Colpa mia. Ho dimenticato – un vero errore nella falsa arte della previsione – che i Curdi non  si erano fatti valere   contro le forze irachene a Kirkuk. Avevano in gran parte abbandonato le loro linee del fronte, ciò che è esattamente ciò che hanno fatto di nuovo ad Afrin. Ma perché i Russi hanno abbandonato i Curdi al loro destino?
Ebbene, ecco qui alcune ragioni. Per prima cosa, i Russi erano stanchi della decisione dei Curdi di agire come fanti dell’America in Siria e anche in Iraq. Come ha detto un mio amico siriano: “puntare tutto sulla carta americana”.
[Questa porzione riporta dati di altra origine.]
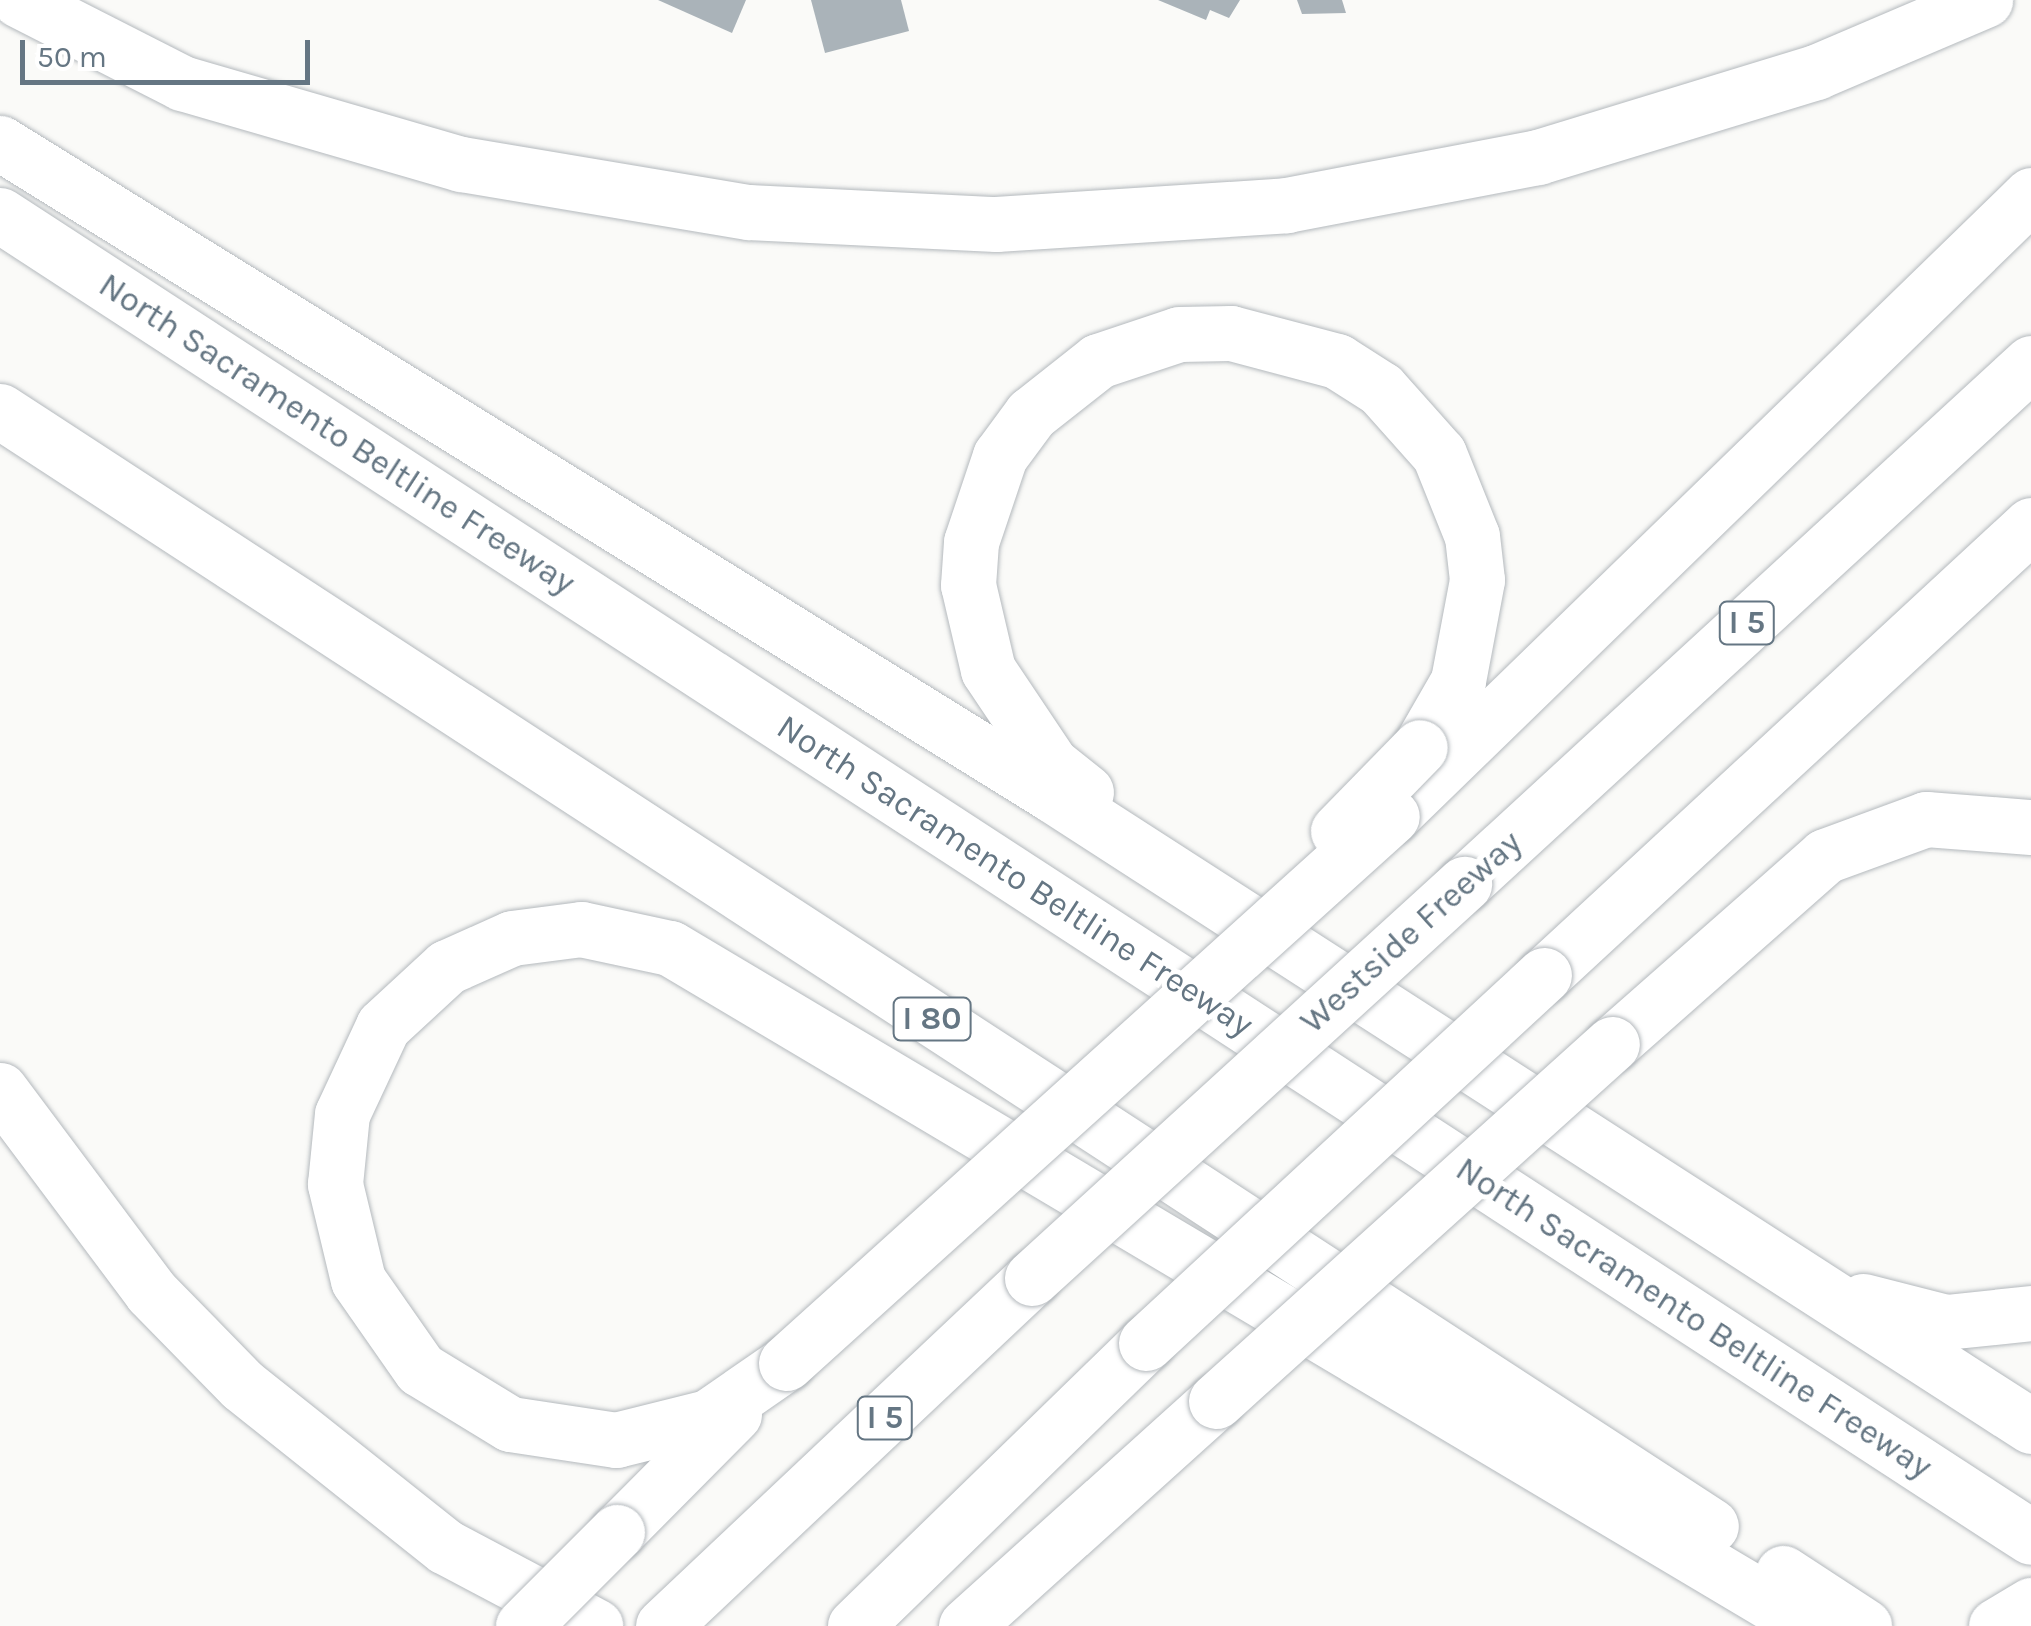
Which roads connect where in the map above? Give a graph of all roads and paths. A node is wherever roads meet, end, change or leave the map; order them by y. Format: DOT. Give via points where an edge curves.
graph roads {
  1 [pos="20,0"];
  2 [pos="1985,0"];
  3 [pos="0,143"];
  4 [pos="2031,195"];
  5 [pos="0,214"];
  6 [pos="2031,363"];
  7 [pos="0,411"];
  8 [pos="2031,525"];
  9 [pos="2031,828"];
  10 [pos="1224,905"];
  11 [pos="1137,1039"];
  12 [pos="0,1090"];
  13 [pos="1681,1206"];
  14 [pos="2031,1313"];
  15 [pos="786,1363"];
  16 [pos="2031,1426"];
  17 [pos="2031,1538"];
  18 [pos="2031,1605"];
  19 [pos="523,1626"];
  20 [pos="596,1626"];
  21 [pos="662,1626"];
  22 [pos="855,1626"];
  23 [pos="966,1626"];
  24 [pos="1810,1626"];
  25 [pos="1864,1626"];
  26 [pos="1996,1626"];
  1 -- 2 [label="highway" via="182,83 461,164 748,212 996,224 1286,204 1538,158 1799,78"];
  3 -- 10 [label="highway"];
  4 -- 11 [label="highway, bridge" via="1392,816"];
  5 -- 17 [label="highway, North Sacramento Beltline Freeway"];
  6 -- 21 [label="highway, Westside Freeway / I 5, bridge"];
  7 -- 25 [label="highway, I 80"];
  8 -- 22 [label="highway, bridge" via="1146,1343"];
  9 -- 23 [label="highway, bridge" via="1926,819 1825,856"];
  10 -- 11 [label="highway, bridge" via="1051,764 988,670 968,585 974,528 1000,456 1054,391 1145,342 1232,334 1337,361 1407,413 1459,495 1477,580 1458,681 1420,747"];
  10 -- 13 [label="highway"];
  11 -- 15 [label="highway, bridge"];
  12 -- 20 [label="highway" via="151,1292 242,1385 446,1547"];
  13 -- 14 [label="highway" via="1889,1312 1946,1322"];
  13 -- 16 [label="highway"];
  15 -- 19 [label="highway, bridge"];
  15 -- 24 [label="highway" via="708,1416 616,1440 510,1424 420,1369 358,1280 335,1184 342,1114 383,1026 446,966 512,938 581,928 670,948"];
  18 -- 26 [label="highway"];
}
Secondo, i Russi sospettavano che la bomba da mortaio che aveva ucciso uno dei loro ufficiali più esperti in Siria – il Luogotenente Generale Valery Asapov, comandante della Quinta Armata Russa nella città di Ussuriysk, nell’Estremo Oriente russo (non lontano da Vladivostok) – era stata lanciata sulla città siriana di Deir ez-Zor  dall’Isis, mentre gli Americani stavano sistemando un passaggio attraverso le linee dell’Isis per le forze curde dirette a Raqqa. I Curdi hanno aiutato l’Isis – poche settimane prima parlavano tra di loro – ad assestare un colpo  alle operazioni militari della Russia in Siria?
Più importante, comunque, è stato un incidente in cui Curdi hanno distrutto deliberatamente un ponte militare costruito dai Russi sul Fiume Eufrate per le milizie pro-siriane. I Curdi hanno aperto le chiuse su una diga vicina  e hanno fatto straripare il fiume – e il ponte è crollato.
Senza la copertura aerea russa – i Turchi devono avere anche avuto il permesso di Vladimir Putin di issare la loro bandiera sul municipio di Afrin – i Curdi erano condannati. I civili sono fuggiti a diecine di migliaia, come anche i loro difensori delle YPG. Indubbiamente Putin ed Erdogan questa settimana si stanno godendo i loro colloqui ad Ankara mentre confermano la costruzione di un reattore nucleare turco-russo e un nuovo scudo difensivo antimissile.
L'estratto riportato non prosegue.